INFORMATION SHOWN =
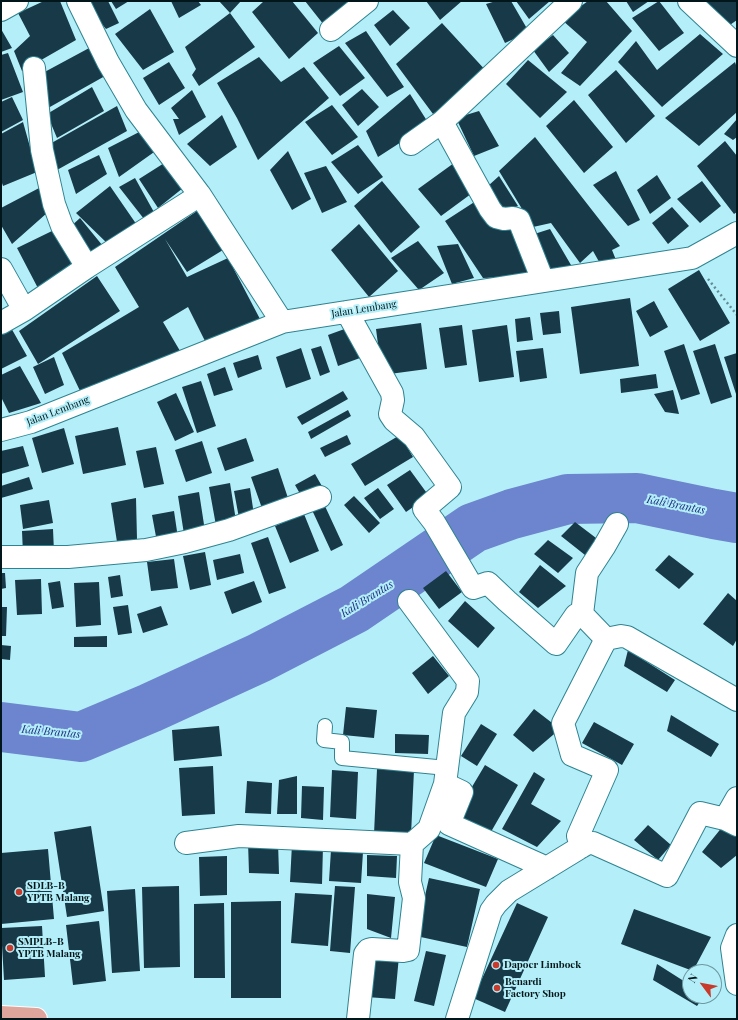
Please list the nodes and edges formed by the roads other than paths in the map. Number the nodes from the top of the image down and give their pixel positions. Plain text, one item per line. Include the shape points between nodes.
1 (17, 1) edge
2 (78, 1) edge
3 (368, 1) edge
4 (571, 1) edge
5 (689, 1) edge
6 (1, 10) edge
7 (331, 30) dead end
8 (737, 46) edge
9 (34, 68) dead end
10 (442, 122) junction
11 (411, 144) dead end
12 (200, 195) junction
13 (737, 234) edge
14 (87, 268) junction
15 (1, 269) edge
16 (542, 281) junction
17 (24, 310) junction
18 (347, 312) junction
19 (282, 322) junction
20 (1, 323) edge
21 (1, 430) edge
22 (320, 497) dead end
23 (617, 524) dead end
24 (1, 557) edge
25 (409, 601) dead end
26 (582, 614) junction
27 (606, 639) junction
28 (737, 700) edge
29 (325, 726) dead end
30 (446, 776) junction
31 (737, 798) edge
32 (731, 822) edge
33 (186, 843) dead end
34 (412, 844) junction
35 (581, 847) junction
36 (547, 868) junction
37 (737, 935) edge
38 (737, 984) edge
39 (1, 1017) edge
40 (36, 1019) edge
41 (358, 1019) edge
42 (457, 1019) edge

1 - 6 street
2 - 12 street via 108,62 136,110
3 - 7 street
4 - 10 street
5 - 8 street
9 - 14 street via 42,150 54,204 62,226
10 - 11 street
10 - 16 street via 496,217 519,220
12 - 14 street
12 - 19 street
13 - 16 street, Jalan Lembang via 692,258
14 - 17 street
15 - 17 street
16 - 18 street, Jalan Lembang
17 - 20 street
18 - 19 street, Jalan Lembang
18 - 26 street via 392,393 390,414 414,437 450,487 424,509 473,588 488,583 556,644 576,615
19 - 21 street, Jalan Lembang via 31,422
22 - 24 street via 229,530 146,550 68,557
23 - 26 street via 587,572
25 - 30 street via 468,681 467,692 454,713
26 - 27 street
27 - 28 street via 627,637
27 - 35 street via 563,723 572,755 607,770 578,836
29 - 30 lane via 324,740 342,742 342,758
30 - 34 street via 429,829
30 - 36 street via 462,792 449,824
31 - 32 street
32 - 35 street via 700,813 667,876 593,843
33 - 34 street via 239,836
34 - 41 street via 410,882 414,898 408,950 372,949 365,954
35 - 36 street
36 - 42 street via 509,892 491,911
37 - 38 street via 732,948
39 - 40 main road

WORK INSTRUCTION = Every line that holds the word "Jalan" should be copied from the listing.

YOUR SOLUTION =
13 - 16 street, Jalan Lembang via 692,258
16 - 18 street, Jalan Lembang
18 - 19 street, Jalan Lembang
19 - 21 street, Jalan Lembang via 31,422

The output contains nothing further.